7.10 Considering the facts as elaborated hereinabove, we find

no infirmity in the following finding of the CIT(A) on facts

which is challenged by the Revenue in the present proceedings

before us:

“4.1.2 I have considered the assessment order and the submissions of the

appellant. I have also referred to the orders of my Ld. Predecessor for

assessment years 2011-12 and 2012-13 in appellant’s own case in appeal nos.

195/2014-15 and 129/2015-16 respectively. The relevant portions of the order

of my ld. predecessor while deciding appeal for assessment year 2012-13 are

reproduced below:

“…

The argument of the appellant is that it is a society existing for the

promotion of art, craft and culture and it has no motive to derive any

profit from the renting of galleries and for that matter sale of paintings

also, which is not a regular feature, but are sold after a lapse of certain

years so that the proceeds fetchable against the same may also be

utilized for the purposes of the object of the society. It has been

explained by the appellant that the appellant is not existing for a profit

motive and actually incurring losses vis-à-vis renting of galleries.
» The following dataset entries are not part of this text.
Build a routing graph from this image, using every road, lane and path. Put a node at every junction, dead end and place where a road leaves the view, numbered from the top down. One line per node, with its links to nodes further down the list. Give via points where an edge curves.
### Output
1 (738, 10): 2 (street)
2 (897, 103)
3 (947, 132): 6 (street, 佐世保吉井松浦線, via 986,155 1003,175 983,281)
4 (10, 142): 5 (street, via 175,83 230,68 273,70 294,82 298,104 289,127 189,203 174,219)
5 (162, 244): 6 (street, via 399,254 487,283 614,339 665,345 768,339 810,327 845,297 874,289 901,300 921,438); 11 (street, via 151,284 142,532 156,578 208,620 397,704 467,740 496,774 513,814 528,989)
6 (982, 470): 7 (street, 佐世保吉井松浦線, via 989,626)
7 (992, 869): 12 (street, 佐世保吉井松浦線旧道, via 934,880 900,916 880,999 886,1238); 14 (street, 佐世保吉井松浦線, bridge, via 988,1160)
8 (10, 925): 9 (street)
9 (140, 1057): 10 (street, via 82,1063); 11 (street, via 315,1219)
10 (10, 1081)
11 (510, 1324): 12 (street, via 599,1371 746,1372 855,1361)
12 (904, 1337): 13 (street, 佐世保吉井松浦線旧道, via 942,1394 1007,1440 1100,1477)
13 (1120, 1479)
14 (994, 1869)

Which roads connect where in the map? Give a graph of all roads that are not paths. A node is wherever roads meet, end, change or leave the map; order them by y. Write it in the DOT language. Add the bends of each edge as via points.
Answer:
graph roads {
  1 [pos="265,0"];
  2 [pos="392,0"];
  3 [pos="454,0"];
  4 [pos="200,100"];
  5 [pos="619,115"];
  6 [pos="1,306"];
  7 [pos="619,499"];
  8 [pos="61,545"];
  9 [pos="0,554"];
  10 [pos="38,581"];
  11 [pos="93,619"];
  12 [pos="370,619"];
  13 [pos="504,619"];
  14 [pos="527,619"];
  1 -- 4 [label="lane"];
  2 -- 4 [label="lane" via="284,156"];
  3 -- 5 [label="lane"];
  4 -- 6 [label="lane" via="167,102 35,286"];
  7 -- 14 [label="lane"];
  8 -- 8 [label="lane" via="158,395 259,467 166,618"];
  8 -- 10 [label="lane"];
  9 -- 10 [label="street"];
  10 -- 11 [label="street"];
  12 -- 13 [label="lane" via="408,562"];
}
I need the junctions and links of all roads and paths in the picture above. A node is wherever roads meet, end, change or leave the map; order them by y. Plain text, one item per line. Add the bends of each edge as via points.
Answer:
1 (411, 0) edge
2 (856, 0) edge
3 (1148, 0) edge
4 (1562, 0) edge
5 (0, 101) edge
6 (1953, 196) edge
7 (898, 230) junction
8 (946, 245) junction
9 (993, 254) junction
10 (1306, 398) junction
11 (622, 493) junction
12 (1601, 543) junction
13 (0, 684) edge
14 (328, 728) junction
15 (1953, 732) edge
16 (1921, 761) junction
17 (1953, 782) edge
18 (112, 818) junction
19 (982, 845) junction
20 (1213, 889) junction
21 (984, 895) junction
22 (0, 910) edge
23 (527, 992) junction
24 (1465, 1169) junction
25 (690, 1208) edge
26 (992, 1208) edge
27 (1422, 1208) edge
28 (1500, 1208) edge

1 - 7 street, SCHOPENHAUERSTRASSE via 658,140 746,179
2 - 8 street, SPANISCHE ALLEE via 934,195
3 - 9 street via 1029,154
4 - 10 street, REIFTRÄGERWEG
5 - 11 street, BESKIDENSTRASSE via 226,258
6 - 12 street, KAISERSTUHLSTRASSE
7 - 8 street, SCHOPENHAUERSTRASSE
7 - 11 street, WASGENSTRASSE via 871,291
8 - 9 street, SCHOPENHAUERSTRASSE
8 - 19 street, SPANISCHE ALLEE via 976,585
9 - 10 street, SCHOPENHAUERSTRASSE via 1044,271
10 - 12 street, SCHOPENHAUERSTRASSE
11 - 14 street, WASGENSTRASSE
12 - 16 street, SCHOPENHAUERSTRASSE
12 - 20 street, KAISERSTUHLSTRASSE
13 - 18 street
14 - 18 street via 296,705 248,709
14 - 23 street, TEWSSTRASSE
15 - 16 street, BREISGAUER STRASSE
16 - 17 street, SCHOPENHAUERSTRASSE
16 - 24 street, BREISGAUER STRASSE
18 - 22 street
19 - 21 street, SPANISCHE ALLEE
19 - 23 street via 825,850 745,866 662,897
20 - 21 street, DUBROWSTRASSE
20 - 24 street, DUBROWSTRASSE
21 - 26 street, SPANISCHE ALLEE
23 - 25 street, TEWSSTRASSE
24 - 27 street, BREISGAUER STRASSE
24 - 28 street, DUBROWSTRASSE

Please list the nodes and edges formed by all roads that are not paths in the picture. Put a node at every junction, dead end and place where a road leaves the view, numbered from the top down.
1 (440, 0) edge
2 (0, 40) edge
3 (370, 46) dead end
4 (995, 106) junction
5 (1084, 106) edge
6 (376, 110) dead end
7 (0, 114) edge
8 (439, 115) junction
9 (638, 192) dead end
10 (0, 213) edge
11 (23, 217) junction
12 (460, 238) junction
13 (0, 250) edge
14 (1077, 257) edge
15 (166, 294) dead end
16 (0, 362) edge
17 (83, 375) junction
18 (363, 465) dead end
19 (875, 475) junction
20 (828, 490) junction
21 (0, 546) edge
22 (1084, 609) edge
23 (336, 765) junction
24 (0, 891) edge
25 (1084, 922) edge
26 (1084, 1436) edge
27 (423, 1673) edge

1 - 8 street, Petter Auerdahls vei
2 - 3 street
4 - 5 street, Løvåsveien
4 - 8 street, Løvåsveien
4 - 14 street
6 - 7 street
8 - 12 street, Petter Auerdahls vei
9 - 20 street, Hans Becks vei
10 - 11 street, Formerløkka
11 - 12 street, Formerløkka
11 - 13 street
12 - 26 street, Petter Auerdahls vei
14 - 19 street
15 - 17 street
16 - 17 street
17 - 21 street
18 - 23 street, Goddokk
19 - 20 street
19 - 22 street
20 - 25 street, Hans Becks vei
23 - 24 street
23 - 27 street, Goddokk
It has

Page 8 of 17
ITA Nos.1647, 1648, 1630 & 1631/Del/2018
All India Fine Arts & Crafts Society

been explained that the purposes of giving galleries on a nominal rent to

the artists is to help them to show case their talent, especially to the

new artists who wants to display their paintings for public exhibition. It

has been also stated that the society is charging very reasonable

amounts and that too is not sufficient to cover up the direct and indirect

expenses in relation to the renting of these galleries. Further it has also

been stated that even the amount charged by them is also lower as

compared to the amount being charged by other art galleries in Delhi.

With regard to sale of paintings it has been submitted that sale of

paintings is not a regular feature or activity undertaken by the society.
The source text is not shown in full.